VO: Mais tarde, quando estou sentado na frente de Linda, me sinto como uma criança pequena que faria qualquer coisa para evitar ser o objeto da raiva do professor. Lutando para encontrar as palavras certas, faço o que parece uma pergunta difícil.

Jennifer: Ah ... Bem, porque o que, bem, o que mais me impressionou foi que você é mais rígido do que eu esperava.

Vento: Sim, sim, sim, clareza. Eles realmente precisam de clareza. Sim, sempre digo que não sou severo, sou claro.

Trabalho aqui há 14 anos e você simplesmente vê que está se tornando uma geração diferente. E você realmente vê, você pode dizer que muitas dessas crianças não têm limites em casa. Tive, ano passado, tive um filho na classe e os pais me falaram, não temos regras. Veja, a questão é que você não está fazendo nenhum favor ao seu filho com isso, porque todo mundo precisa de limites, e muitas crianças não estão mais conseguindo isso em casa. E quando sou rígido, nunca fico realmente zangado. Eu ajo como se estivesse com raiva ou algo assim, e acho que essa é a diferença, que você não pode ficar realmente bravo, porque quero dizer, bem, eles são crianças, não são, e é o seu trabalho e, ah, o que posso fazer é ficar com raiva do ponto de vista educacional, você pode dizer.

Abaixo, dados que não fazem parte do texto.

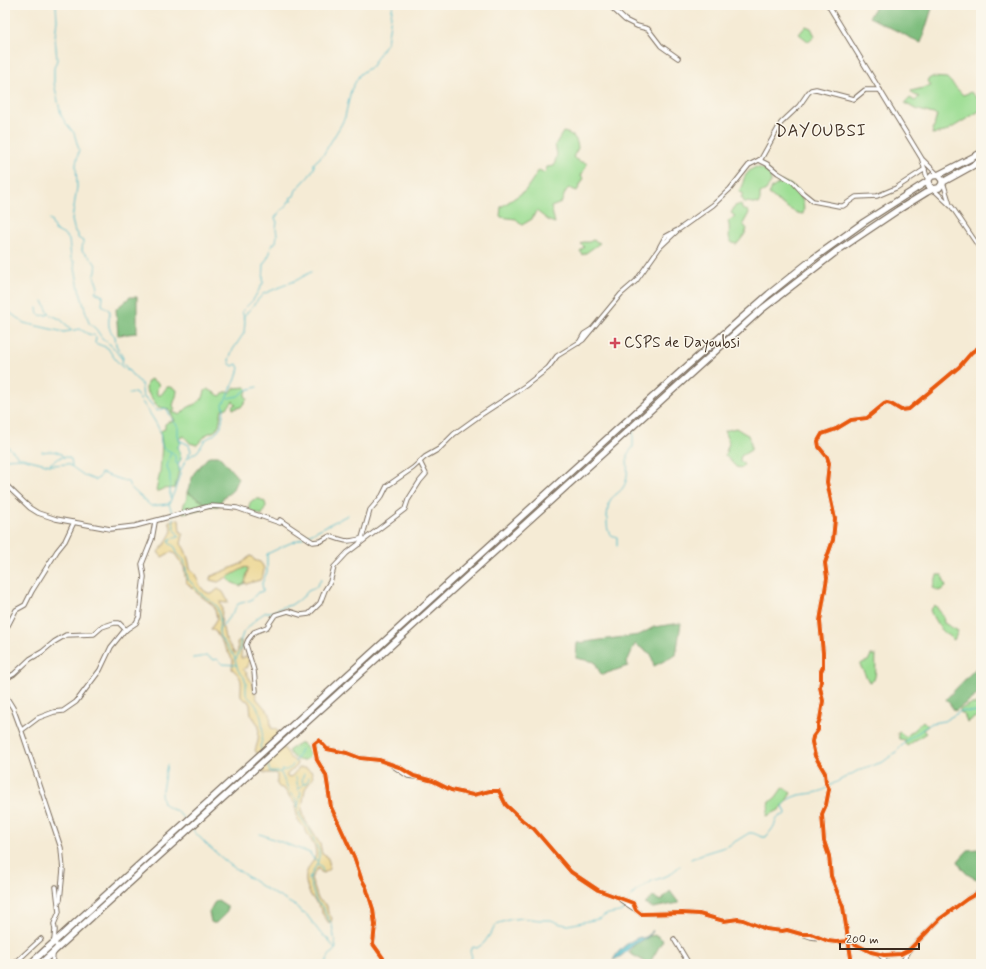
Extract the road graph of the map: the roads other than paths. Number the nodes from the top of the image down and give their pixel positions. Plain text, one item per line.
1 (609, 5) edge
2 (828, 5) edge
3 (678, 58) dead end
4 (880, 90) junction
5 (981, 153) edge
6 (922, 159) junction
7 (759, 160) junction
8 (981, 161) edge
9 (925, 168) junction
10 (938, 175) junction
11 (928, 181) junction
12 (943, 182) junction
13 (933, 189) junction
14 (952, 207) junction
15 (981, 250) edge
16 (981, 346) edge
17 (420, 462) junction
18 (5, 484) edge
19 (74, 522) junction
20 (155, 522) junction
21 (368, 537) junction
22 (362, 538) junction
23 (359, 544) junction
24 (126, 630) junction
25 (5, 631) edge
26 (5, 679) edge
27 (256, 691) dead end
28 (5, 695) edge
29 (22, 730) junction
30 (56, 887) dead end
31 (981, 891) edge
32 (60, 900) dead end
33 (41, 939) dead end
34 (674, 939) dead end
35 (54, 940) junction
36 (849, 941) junction
37 (57, 947) junction
38 (909, 950) junction
39 (879, 954) junction
40 (14, 964) edge
41 (30, 964) edge
42 (40, 964) edge
43 (52, 964) edge
44 (385, 964) edge
45 (689, 964) edge
46 (852, 964) edge
47 (889, 964) edge
48 (901, 964) edge

1 - 3 street
2 - 4 street
4 - 6 street
4 - 7 street
5 - 10 highway
6 - 9 street
6 - 10 street
7 - 9 street
7 - 17 street
8 - 12 highway
9 - 11 street
10 - 11 highway
10 - 12 highway
11 - 13 highway
11 - 35 highway
12 - 13 highway
12 - 14 street
13 - 14 street
13 - 37 highway
14 - 15 street
16 - 36 street
17 - 21 street
17 - 22 street
18 - 19 street
19 - 20 street
19 - 25 street
20 - 22 street
20 - 24 street
21 - 22 street
21 - 23 street
22 - 23 street
23 - 27 street
24 - 26 street
24 - 29 street
28 - 29 street
29 - 32 street
30 - 35 street
31 - 38 street
33 - 40 street
34 - 45 street
35 - 37 street
35 - 41 highway
36 - 39 street
36 - 44 street
36 - 46 street
37 - 42 highway
37 - 43 street
38 - 39 street
38 - 48 street
39 - 47 street

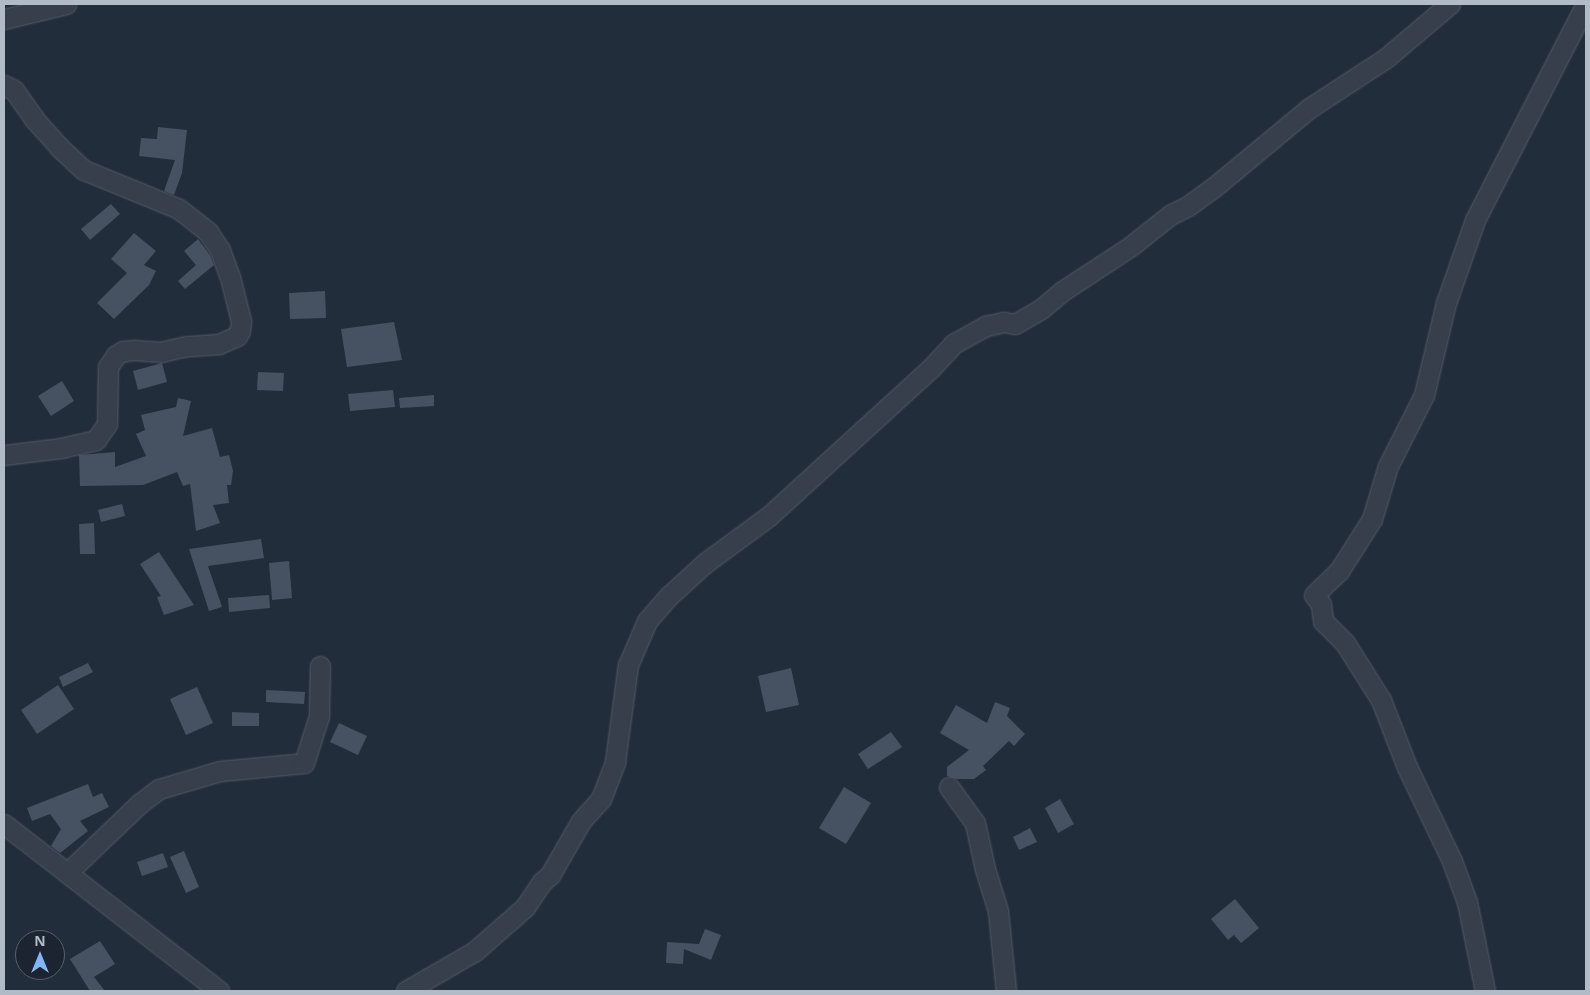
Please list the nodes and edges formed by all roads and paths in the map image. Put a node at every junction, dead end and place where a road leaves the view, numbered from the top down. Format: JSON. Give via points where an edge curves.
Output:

Jennifer: E você realmente tem olhos grandes.

Linda IV: (risos) Sim, bem, você mesmo não vê isso, não é ...

Jennifer: E você realmente sabe como dar mau-olhado.

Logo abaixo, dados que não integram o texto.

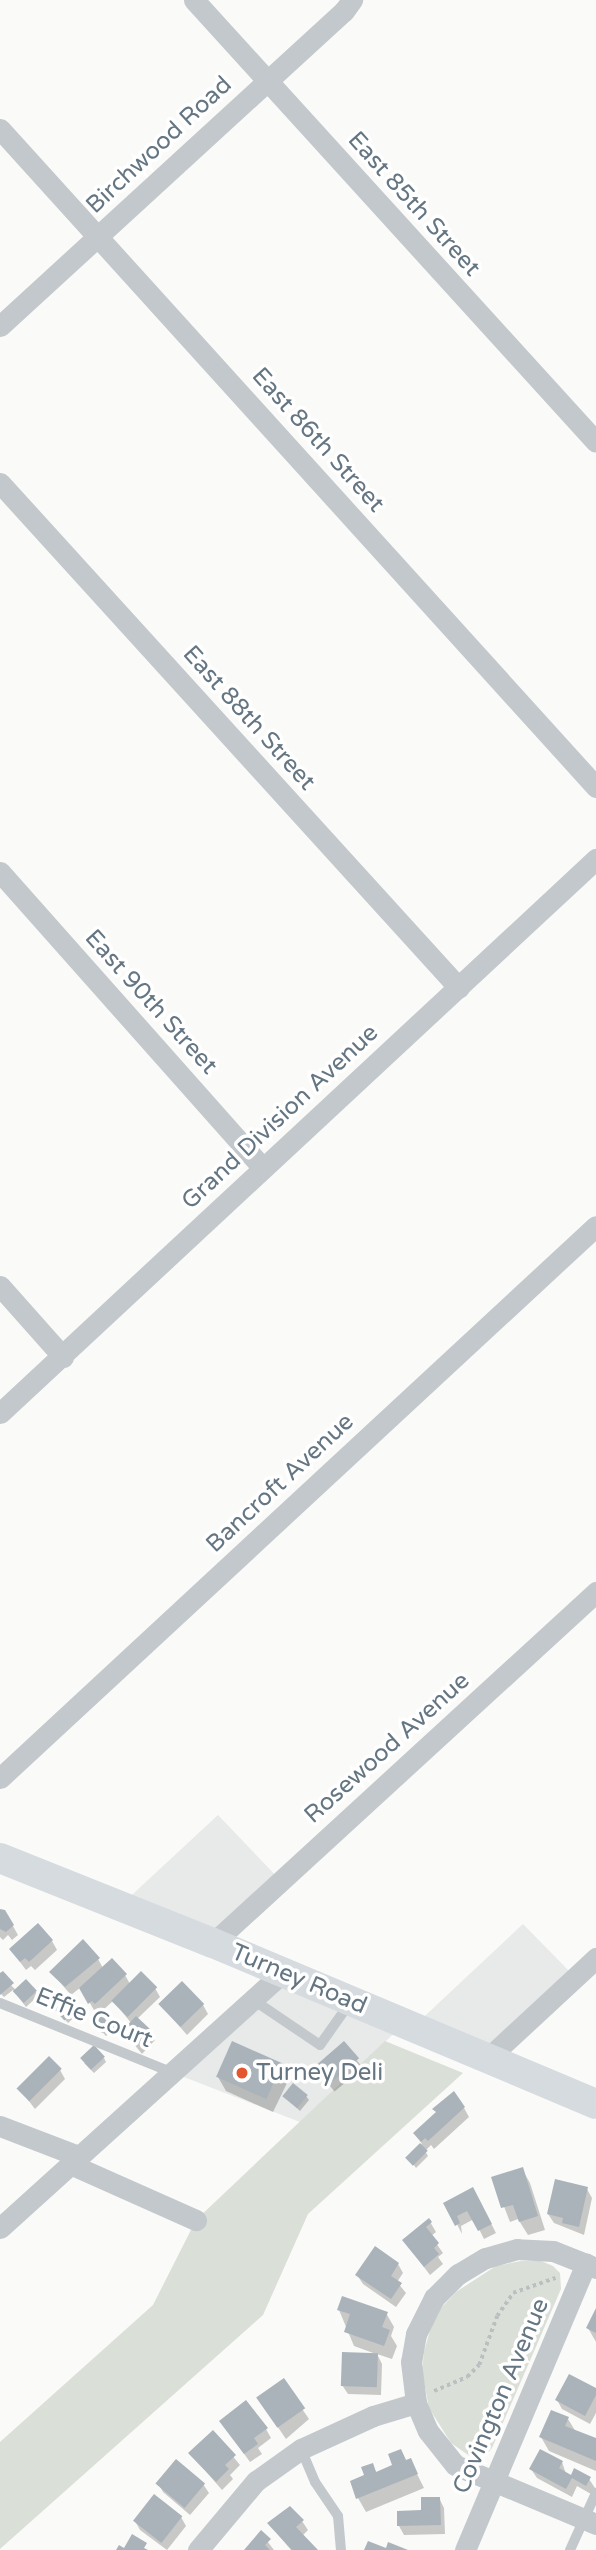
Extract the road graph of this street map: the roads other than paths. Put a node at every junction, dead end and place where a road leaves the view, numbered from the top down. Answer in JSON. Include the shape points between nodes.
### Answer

VO: Linda aprendeu seu trabalho da maneira mais difícil. Ela começou sua carreira na educação especial.

Vento: Sim, meu primeiro ano na sala de aula, foi realmente um inferno (risos). Realmente foi e eu ainda digo às pessoas que se eu soubesse disso com antecedência nunca teria entrado na educação, porque aquele ano realmente foi, ah, foi realmente terrível. As, estou falando sério, as cadeiras realmente voaram pela sala. O Windows quebrou. Mas isso era realmente psicanálise, era uma coisa muito pesada e eu tinha 23 anos, sim, bem, o que eu sabia. E aquelas crianças tinham 14 anos. Quando penso nisso, simplesmente não sei como consegui. Sim, havia um garoto que todas as segundas-feiras depois que ele estava em casa tinha essas mudanças violentas de humor, eu ficava constantemente machucado em todos os meus braços. E em algum momento isso me bateu, apenas certifique-se de que os sapatos saiam quando ele chegar às segundas-feiras, porque você sabe que ele vai começar a chutar.

VO: Então chega o dia em que um jovem vem até ela com uma tesoura ...

Vento: Sim, eu, ele, eu tinha que fazer ele fazer alguma coisa e aí ele estava na minha frente e disse: 'Eu vou te esfaquear até a morte'. E eu disse: 'Tudo bem, mas primeiro você precisa limpe. ”E então ele me deu a tesoura e foi limpar.

Jennifer: Você não estava com medo?

Vento: Bom, sabe, mais tarde você percebe que quando você pensa nisso às vezes você tá tremendo, mas não naquele momento, você não pode demonstrar naquele momento, eu não me deixei mostrar nenhuma emoção ou medo, e isso foi realmente inferno. E foi aí que realmente aprendi muito bem a encontrar meus limites e defini-los. E ainda tenho aquele momento sempre que algo acontece na aula, quando penso: eu quero isso? Não, bem, isso significa que tenho que agir agora. Porque se você ultrapassar seu próprio limite, as coisas ficarão realmente difíceis.

Jennifer: E você já viu algum de seus colegas professores fazendo isso?

VO: Linda é relativamente rígida, mas também vi grupos de pré-escola menos rígidos. Tive que me lembrar da professora que Laila teve naquele primeiro ano. Ele não conseguia lidar com o estresse de 27 crianças ao mesmo tempo. No aperto de mão da manhã, ele já estava ficando vermelho. Ele ficou muito irritado e fez comentários sarcásticos para as crianças.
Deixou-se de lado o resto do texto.